O momento ganhou enorme repercussão especialmente pela trajetória de Viviane, interpretada pela atriz trans Gabriela Loran. Na trama de Aguinaldo Silva, a personagem constrói uma história de amor com Leonardo, vivido por Pedro Novaes, em uma narrativa que evita transformar a identidade trans em mero conflito ou espetáculo. Em vez disso, a novela aposta no romance, no cotidiano e na construção afetiva do casal.
Ao mesmo tempo, Lorena e Juquinha, interpretadas por Alanis Guillen e Gabriela Medvedovsky, também se consolidaram como um dos casais favoritos do público. O sucesso foi tão grande que as personagens acabaram ganhando um spin-off próprio nas plataformas digitais da Globo, a micro novela Loquinha, centrada exclusivamente na relação das duas.
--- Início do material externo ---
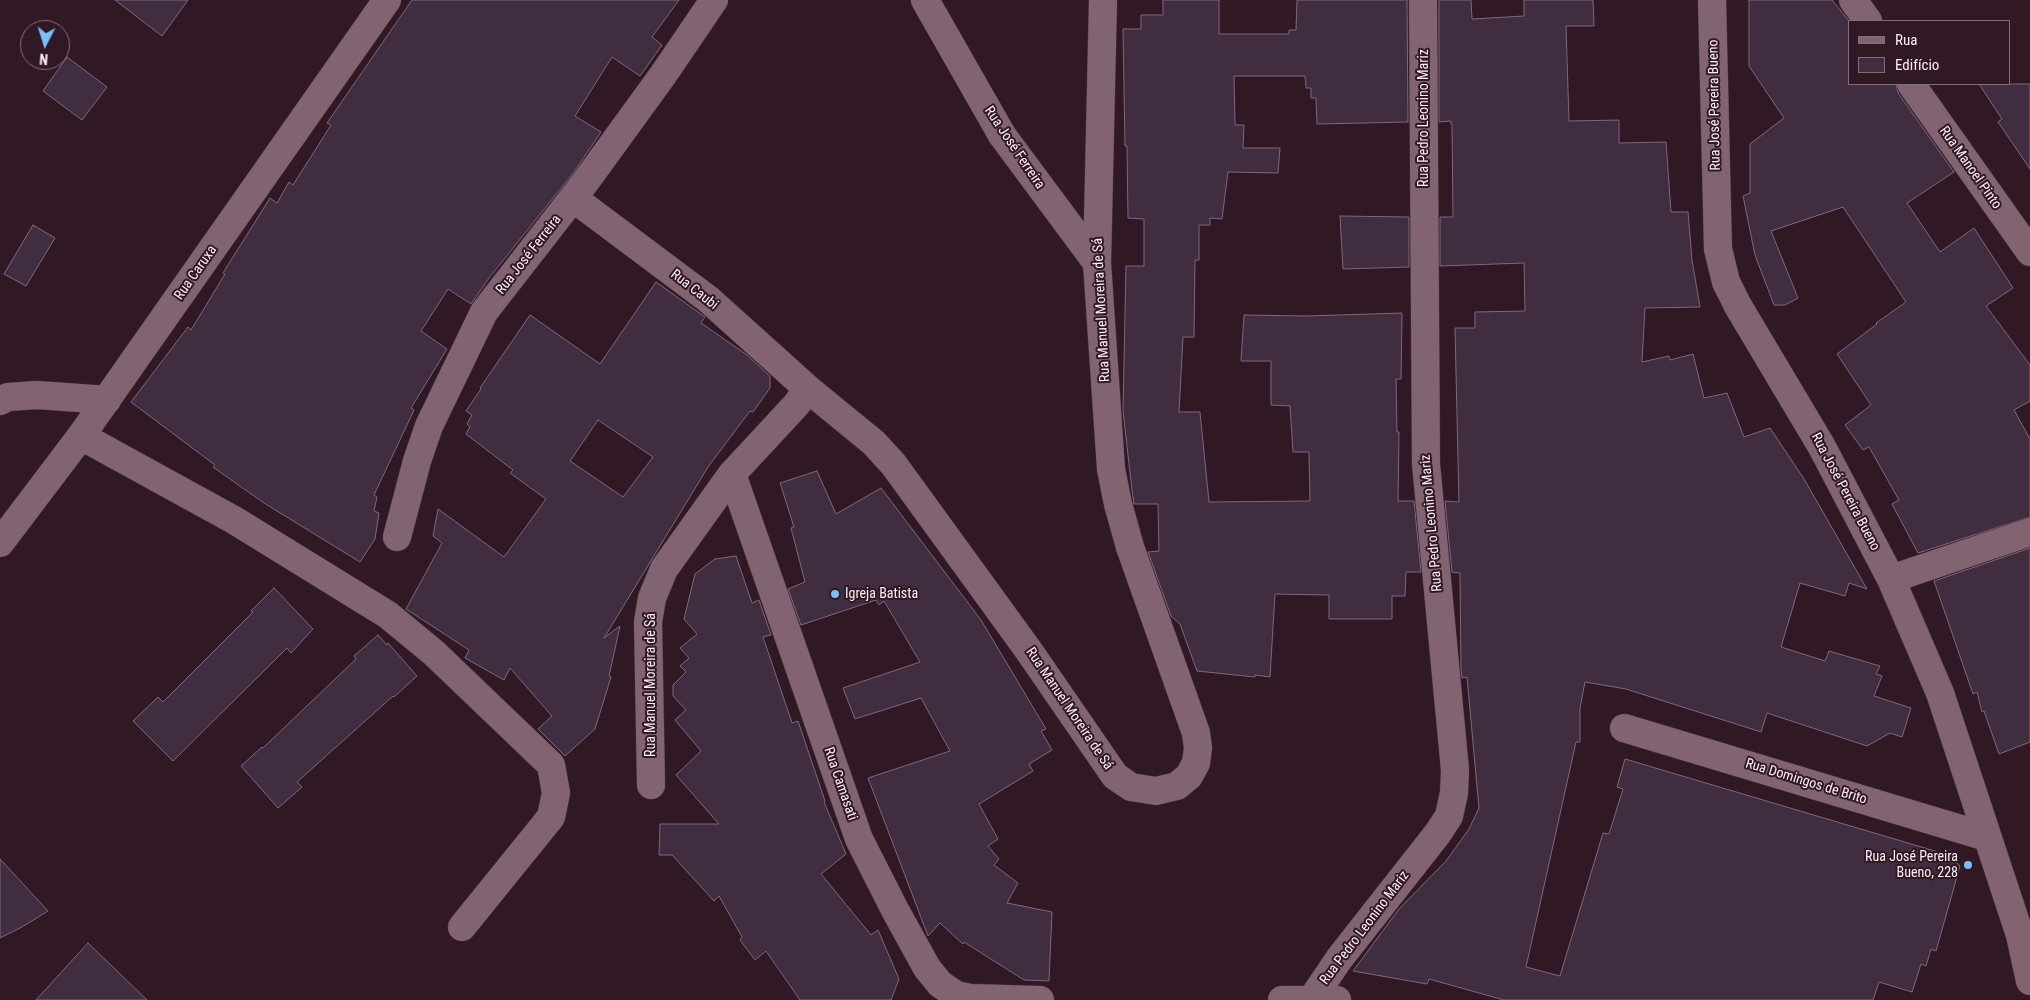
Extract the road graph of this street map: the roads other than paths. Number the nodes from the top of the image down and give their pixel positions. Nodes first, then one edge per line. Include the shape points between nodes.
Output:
1 (387, 0) edge
2 (714, 0) edge
3 (925, 0) edge
4 (1104, 0) edge
5 (1423, 0) edge
6 (1712, 0) edge
7 (1853, 0) edge
8 (1867, 20) edge
9 (1913, 85) edge
10 (573, 198) junction
11 (2030, 252) edge
12 (1097, 264) junction
13 (808, 389) junction
14 (107, 400) junction
15 (0, 401) edge
16 (81, 436) junction
17 (732, 474) junction
18 (2030, 532) edge
19 (397, 537) dead end
20 (0, 543) edge
21 (1891, 579) junction
22 (1624, 728) dead end
23 (651, 785) dead end
24 (1987, 837) junction
25 (462, 926) dead end
26 (2030, 981) edge
27 (1324, 999) edge
28 (1040, 1000) edge
29 (1282, 1000) edge

1 - 14 street, Rua Caruxa
2 - 10 street, Rua José Ferreira
3 - 12 street, Rua José Ferreira via 1002,134
4 - 12 street, Rua Manuel Moreira de Sá
5 - 27 street, Rua Pedro Leonino Mariz via 1426,464 1455,770 1454,793 1449,816 1438,833 1339,959
6 - 21 street, Rua José Pereira Bueno via 1718,249 1726,282 1822,448
7 - 8 street
9 - 11 street, Rua Manoel Pinto
10 - 13 street, Rua Caubi via 708,299
10 - 19 street, Rua José Ferreira via 484,312 429,426
12 - 13 street, Rua Manuel Moreira de Sá via 1111,469 1118,504 1130,548 1196,733 1196,763 1189,776 1177,786 1156,791 1142,790 1115,776 894,465 874,443
13 - 17 street, Rua Manuel Moreira de Sá
14 - 15 street via 37,395 8,397
14 - 16 street, Rua Caruxa
16 - 20 street, Rua Caruxa
16 - 25 street via 234,520 388,615 551,765 556,793 551,817
17 - 23 street, Rua Manuel Moreira de Sá via 664,569 652,598 648,622
17 - 28 street, Rua Camasati via 859,839 927,968 940,984 970,998
18 - 21 street
21 - 24 street, Rua José Pereira Bueno via 1940,693
22 - 24 street, Rua Domingos de Brito
24 - 26 street, Rua José Pereira Bueno via 2020,935
27 - 29 street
Mas talvez o aspecto mais interessante da cena esteja justamente na forma como ela foi construída. Durante décadas, personagens LGBT+ na televisão brasileira frequentemente apareciam associados ao humor estereotipado, ao segredo ou ao sofrimento permanente. Em Três Graças, o casamento foi apresentado como celebração coletiva. Vestidos, convidados emocionados, troca de alianças, trilha romântica e aplausos da comunidade ocuparam o centro da narrativa. O conflito ficou reservado ao personagem conservador que tentou impedir a cerimônia reproduzindo discursos moralistas muito próximos daqueles que hoje circulam no debate político e nas redes sociais brasileiras.
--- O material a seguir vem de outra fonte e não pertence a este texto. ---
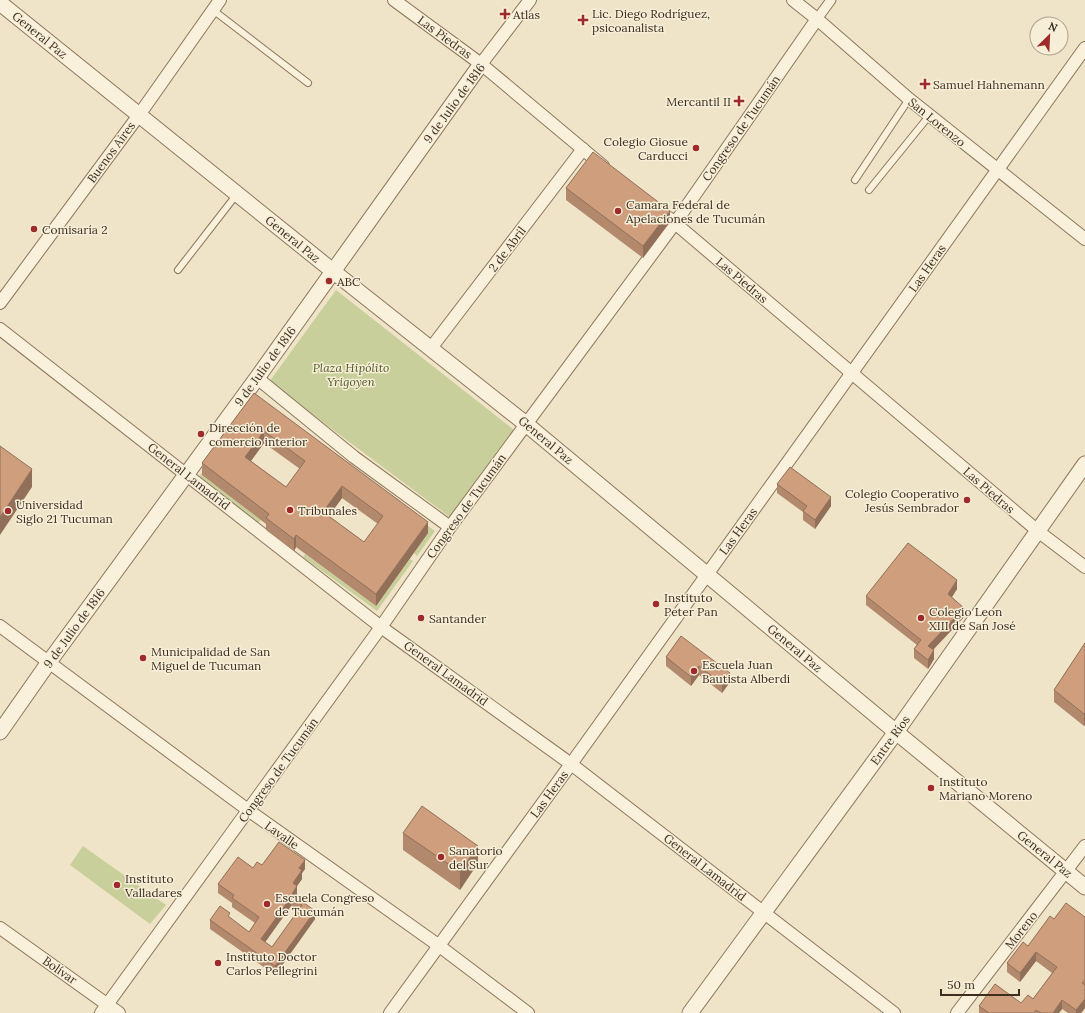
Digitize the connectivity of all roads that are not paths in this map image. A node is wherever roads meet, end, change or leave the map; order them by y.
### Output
1 (394, 0) edge
2 (530, 0) edge
3 (793, 0) edge
4 (831, 0) edge
5 (0, 3) edge
6 (217, 5) edge
7 (817, 19) junction
8 (1085, 48) edge
9 (481, 64) junction
10 (308, 83) dead end
11 (909, 99) junction
12 (139, 115) junction
13 (929, 116) junction
14 (582, 149) junction
15 (997, 170) junction
16 (613, 174) edge
17 (855, 180) dead end
18 (869, 190) dead end
19 (237, 194) junction
20 (656, 208) edge
21 (675, 223) junction
22 (1085, 239) edge
23 (178, 270) dead end
24 (334, 272) junction
25 (0, 303) edge
26 (0, 329) edge
27 (431, 348) junction
28 (852, 373) junction
29 (257, 378) junction
30 (526, 424) junction
31 (1085, 464) edge
32 (186, 474) junction
33 (450, 527) junction
34 (1039, 532) junction
35 (1085, 567) edge
36 (707, 575) junction
37 (0, 626) edge
38 (381, 627) junction
39 (49, 662) junction
40 (0, 732) edge
41 (896, 732) junction
42 (571, 764) junction
43 (248, 810) junction
44 (1085, 846) edge
45 (1066, 871) junction
46 (1085, 886) edge
47 (765, 913) junction
48 (0, 928) edge
49 (438, 945) junction
50 (104, 1009) edge
51 (119, 1013) edge
52 (390, 1013) edge
53 (528, 1013) edge
54 (690, 1013) edge
55 (894, 1013) edge
56 (957, 1013) edge

1 - 9 street, Las Piedras
2 - 9 street, 9 de Julio de 1816
3 - 7 street, San Lorenzo
4 - 7 street, Congreso de Tucumán
5 - 12 street, General Paz
6 - 10 lane
6 - 12 street, Buenos Aires
7 - 11 street, San Lorenzo
7 - 21 street, Congreso de Tucumán
8 - 15 street, Las Heras
9 - 14 street, Las Piedras
9 - 24 street, 9 de Julio de 1816
11 - 13 street, San Lorenzo
11 - 17 lane
12 - 19 street, General Paz
12 - 25 street, Buenos Aires
13 - 15 street, San Lorenzo
13 - 18 lane
14 - 16 street, Las Piedras
14 - 27 street, 2 de Abril
15 - 22 street, San Lorenzo
15 - 28 street, Las Heras
19 - 23 lane
19 - 24 street, General Paz
20 - 21 street, Las Piedras
21 - 28 street, Las Piedras
21 - 30 street, Congreso de Tucumán
24 - 27 street, General Paz
24 - 29 street, 9 de Julio de 1816
26 - 32 street, General Lamadrid
27 - 30 street, General Paz
28 - 34 street, Las Piedras
28 - 36 street, Las Heras
29 - 32 street, 9 de Julio de 1816
29 - 33 street
30 - 33 street, Congreso de Tucumán
30 - 36 street, General Paz
31 - 34 street, Entre Ríos
32 - 38 street, General Lamadrid
32 - 39 street, 9 de Julio de 1816
33 - 38 street, Congreso de Tucumán
34 - 35 street, Las Piedras
34 - 41 street, Entre Ríos
36 - 41 street, General Paz
36 - 42 street, Las Heras
37 - 39 street, Lavalle
38 - 42 street, General Lamadrid
38 - 43 street, Congreso de Tucumán
39 - 40 street, 9 de Julio de 1816
39 - 43 street, Lavalle
41 - 45 street, General Paz
41 - 47 street, Entre Ríos
42 - 47 street, General Lamadrid
42 - 49 street, Las Heras
43 - 49 street, Lavalle
43 - 50 street, Congreso de Tucumán
44 - 45 street, Moreno
45 - 46 street, General Paz
45 - 56 street, Moreno
47 - 54 street, Entre Ríos
47 - 55 street, General Lamadrid
48 - 50 street, Bolívar
49 - 52 street, Las Heras
49 - 53 street, Lavalle
50 - 51 street, Bolívar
A repercussão online mostrou como a cena atingiu diferentes gerações. No X e no TikTok, milhares de usuários compartilharam vídeos do capítulo acompanhados de relatos emocionados sobre o impacto de assistir a uma mulher trans vivendo um casamento feliz no principal horário da televisão aberta. Muitos comentários lembravam que, até pouco tempo atrás, personagens LGBT+ raramente recebiam finais felizes em novelas brasileiras.
Existe ainda um simbolismo importante no fato de tudo isso acontecer justamente no horário das nove. Em tempos de plataformas fragmentadas, timelines personalizadas e algoritmos que isolam públicos em bolhas de opinião, a novela aberta continua sendo um dos poucos produtos culturais capazes de produzir uma experiência coletiva nacional. Milhões de pessoas assistiram à mesma cena ao mesmo tempo, comentaram os mesmos personagens e participaram da mesma conversa pública.
A exibição aconteceu às vésperas do 17 de maio, data que marca o Dia Internacional de Combate à LGBTfobia. Trinta e cinco anos após a retirada da homossexualidade da lista de doenças da Organização Mundial da Saúde, a cena de Três Graças parece mostrar que a disputa por representação continua profundamente atual. Principalmente em um ambiente digital onde conteúdos LGBT+ seguem sendo alvo frequente de ataques coordenados, campanhas de desinformação e tentativas de silenciamento.
Talvez por isso aquele altar tenha provocado tanta emoção. Mais do que um casamento de novela, a sequência acabou funcionando como retrato de uma mudança simbólica importante na televisão brasileira: personagens LGBT+ deixaram de existir apenas nas margens da narrativa e passaram, finalmente, a ocupar o centro da história.